Personal information
- Full name: Kayne Pettifer
- Born: 22 January 1982 (age 43) Victoria
- Original teams: Kyabram (GVFL) Murray Bushrangers (TAC Cup)
- Draft: No. 9, 2000 national draft
- Height: 183 cm (6 ft 0 in)
- Weight: 81 kg (179 lb)
- Position: Forward

Playing career^{1}
- Years: Club / Games (Goals)
- 2001–2009: Richmond / 113 (132)
- ^{1} Playing statistics correct to the end of 2007.

Career highlights
- Larke Medal 2000;

= Kayne Pettifer =

Australian rules footballer, born 1982

Kayne Pettifer (born 22 January 1982) is a former professional Australian rules footballer who played for the Richmond Football Club in the Australian Football League (AFL).

Pettifer first attracted the talent scouts when he was awarded the Larke Medal for his outstanding performance during the Australian Vic Country's Under 18 team at the 2000 AFL Under 18 Championships. Later in the 2000 National AFL draft Kayne Pettifer was selected by the Richmond Football Club at number 9 overall, which was unexpected for such a short forward. For the next four years Kayne Pettifer had sporadic form rarely playing more than nine games a year. In 2005, however, Kayne Pettifer played a very different role. He lined up to play in all 22 games and was the Tigers third highest goal kicker (31). He also led the side for inside 50's cementing himself into Richmond's top 22.

In 2006, he established himself as a high flyer, capable of taking a spectacular mark, with an unprecedented three consecutive winning nominations for the Mark of the Year. He signed a contract extension in 2006, taking him up to the end of 2008. He finished top 5 in Richmond's Best and Fairest in 2006 and continued his form into 2007.

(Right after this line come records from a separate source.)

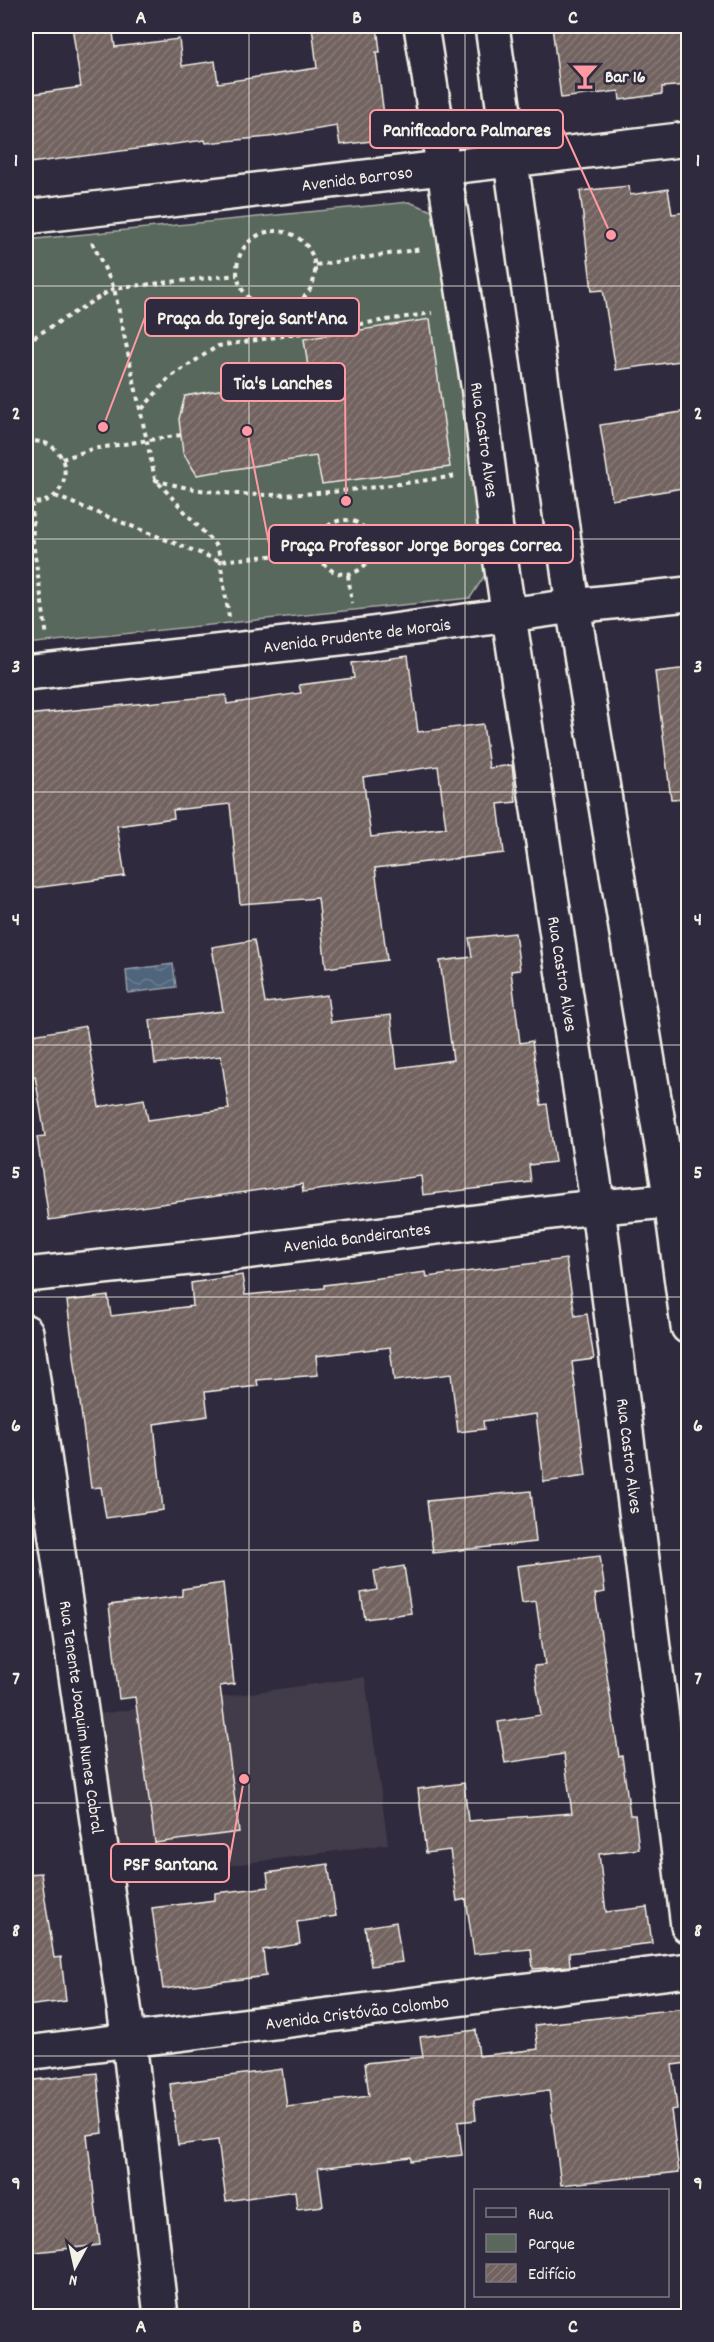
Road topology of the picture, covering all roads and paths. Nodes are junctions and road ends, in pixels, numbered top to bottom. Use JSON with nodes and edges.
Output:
{"nodes":[{"id":1,"x":422,"y":26,"type":"edge"},
{"id":2,"x":492,"y":26,"type":"edge"},
{"id":3,"x":688,"y":139,"type":"edge"},
{"id":4,"x":512,"y":159,"type":"junction"},
{"id":5,"x":443,"y":168,"type":"junction"},
{"id":6,"x":78,"y":211,"type":"junction"},
{"id":7,"x":26,"y":217,"type":"edge"},
{"id":8,"x":394,"y":252,"type":"dead end"},
{"id":9,"x":316,"y":265,"type":"junction"},
{"id":10,"x":237,"y":275,"type":"junction"},
{"id":11,"x":114,"y":288,"type":"junction"},
{"id":12,"x":465,"y":307,"type":"junction"},
{"id":13,"x":26,"y":342,"type":"edge"},
{"id":14,"x":141,"y":410,"type":"junction"},
{"id":15,"x":181,"y":435,"type":"dead end"},
{"id":16,"x":148,"y":440,"type":"junction"},
{"id":17,"x":26,"y":442,"type":"edge"},
{"id":18,"x":62,"y":459,"type":"junction"},
{"id":19,"x":491,"y":473,"type":"junction"},
{"id":20,"x":155,"y":479,"type":"junction"},
{"id":21,"x":55,"y":496,"type":"junction"},
{"id":22,"x":26,"y":502,"type":"edge"},
{"id":23,"x":32,"y":503,"type":"junction"},
{"id":24,"x":446,"y":532,"type":"dead end"},
{"id":25,"x":371,"y":539,"type":"junction"},
{"id":26,"x":318,"y":551,"type":"junction"},
{"id":27,"x":220,"y":561,"type":"junction"},
{"id":28,"x":688,"y":594,"type":"edge"},
{"id":29,"x":573,"y":606,"type":"junction"},
{"id":30,"x":510,"y":615,"type":"junction"},
{"id":31,"x":46,"y":630,"type":"dead end"},
{"id":32,"x":235,"y":650,"type":"junction"},
{"id":33,"x":26,"y":674,"type":"edge"},
{"id":34,"x":680,"y":1200,"type":"edge"},
{"id":35,"x":598,"y":1208,"type":"junction"},
{"id":36,"x":26,"y":1275,"type":"edge"},
{"id":37,"x":688,"y":1327,"type":"edge"},
{"id":38,"x":26,"y":1332,"type":"edge"},
{"id":39,"x":688,"y":1926,"type":"edge"},
{"id":40,"x":688,"y":1970,"type":"edge"},
{"id":41,"x":129,"y":2041,"type":"junction"},
{"id":42,"x":26,"y":2053,"type":"edge"},
{"id":43,"x":161,"y":2316,"type":"edge"}],
"edges":[{"from":1,"to":5,"type":"street","name":"Rua Castro Alves"},
{"from":2,"to":4,"type":"street"},
{"from":3,"to":4,"type":"street","name":"Avenida Barroso"},
{"from":4,"to":5,"type":"street","name":"Avenida Barroso"},
{"from":4,"to":29,"type":"street"},
{"from":5,"to":6,"type":"street","name":"Avenida Barroso"},
{"from":5,"to":12,"type":"street","name":"Rua Castro Alves"},
{"from":6,"to":7,"type":"street","name":"Avenida Barroso"},
{"from":6,"to":11,"type":"path"},
{"from":8,"to":9,"type":"path"},
{"from":9,"to":10,"type":"path"},
{"from":9,"to":10,"type":"path"},
{"from":10,"to":11,"type":"path"},
{"from":11,"to":13,"type":"path"},
{"from":11,"to":14,"type":"path"},
{"from":12,"to":14,"type":"path"},
{"from":12,"to":19,"type":"street","name":"Rua Castro Alves"},
{"from":14,"to":16,"type":"path"},
{"from":15,"to":16,"type":"path"},
{"from":16,"to":18,"type":"path"},
{"from":16,"to":20,"type":"path"},
{"from":17,"to":18,"type":"path"},
{"from":18,"to":21,"type":"path"},
{"from":19,"to":20,"type":"path"},
{"from":19,"to":30,"type":"street","name":"Rua Castro Alves"},
{"from":20,"to":27,"type":"path"},
{"from":21,"to":23,"type":"path"},
{"from":21,"to":27,"type":"path"},
{"from":22,"to":23,"type":"path"},
{"from":23,"to":31,"type":"path"},
{"from":24,"to":25,"type":"path"},
{"from":25,"to":26,"type":"path"},
{"from":25,"to":26,"type":"path"},
{"from":26,"to":27,"type":"path"},
{"from":27,"to":32,"type":"path"},
{"from":28,"to":29,"type":"street","name":"Avenida Prudente de Morais"},
{"from":29,"to":30,"type":"street","name":"Avenida Prudente de Morais"},
{"from":29,"to":34,"type":"street"},
{"from":30,"to":32,"type":"street","name":"Avenida Prudente de Morais"},
{"from":30,"to":35,"type":"street","name":"Rua Castro Alves"},
{"from":32,"to":33,"type":"street","name":"Avenida Prudente de Morais"},
{"from":34,"to":35,"type":"street","name":"Avenida Bandeirantes"},
{"from":34,"to":37,"type":"street"},
{"from":35,"to":36,"type":"street","name":"Avenida Bandeirantes"},
{"from":35,"to":39,"type":"street","name":"Rua Castro Alves"},
{"from":38,"to":41,"type":"street","name":"Rua Tenente Joaquim Nunes Cabral"},
{"from":40,"to":41,"type":"street","name":"Avenida Cristóvão Colombo"},
{"from":41,"to":42,"type":"street","name":"Avenida Cristóvão Colombo"},
{"from":41,"to":43,"type":"street","name":"Rua Tenente Joaquim Nunes Cabral"}]}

In 2008, he had a bad start to the season, being suspended. It got worse, when he required a full knee reconstruction. This opened the door for other players to take his position. He was a chance to be delisted but coach Terry Wallace kept on him on for the 2009 season.

In 2009 he managed only four games for the season and badly injured his knee again in a VFL match. His father died in a car crash in August. Then Richmond delisted Pettifer on 30 October.

Pettifer returned to his home town club, Kyabram, for the 2010 season. He was one of the leagues leading goal kickers.

In 2011 he played half a season in the WAFL for East Perth before returning to Victoria and playing in former teammate Troy Simmonds Montrose side in the Eastern Football League.

Pettifer then became a high-profile recruit for Montmorency in the Northern Football League for season 2012. Pettifer made his Montmorency debut on 14 April 2012 with a nine-goal haul in the Magpies win over Macleod.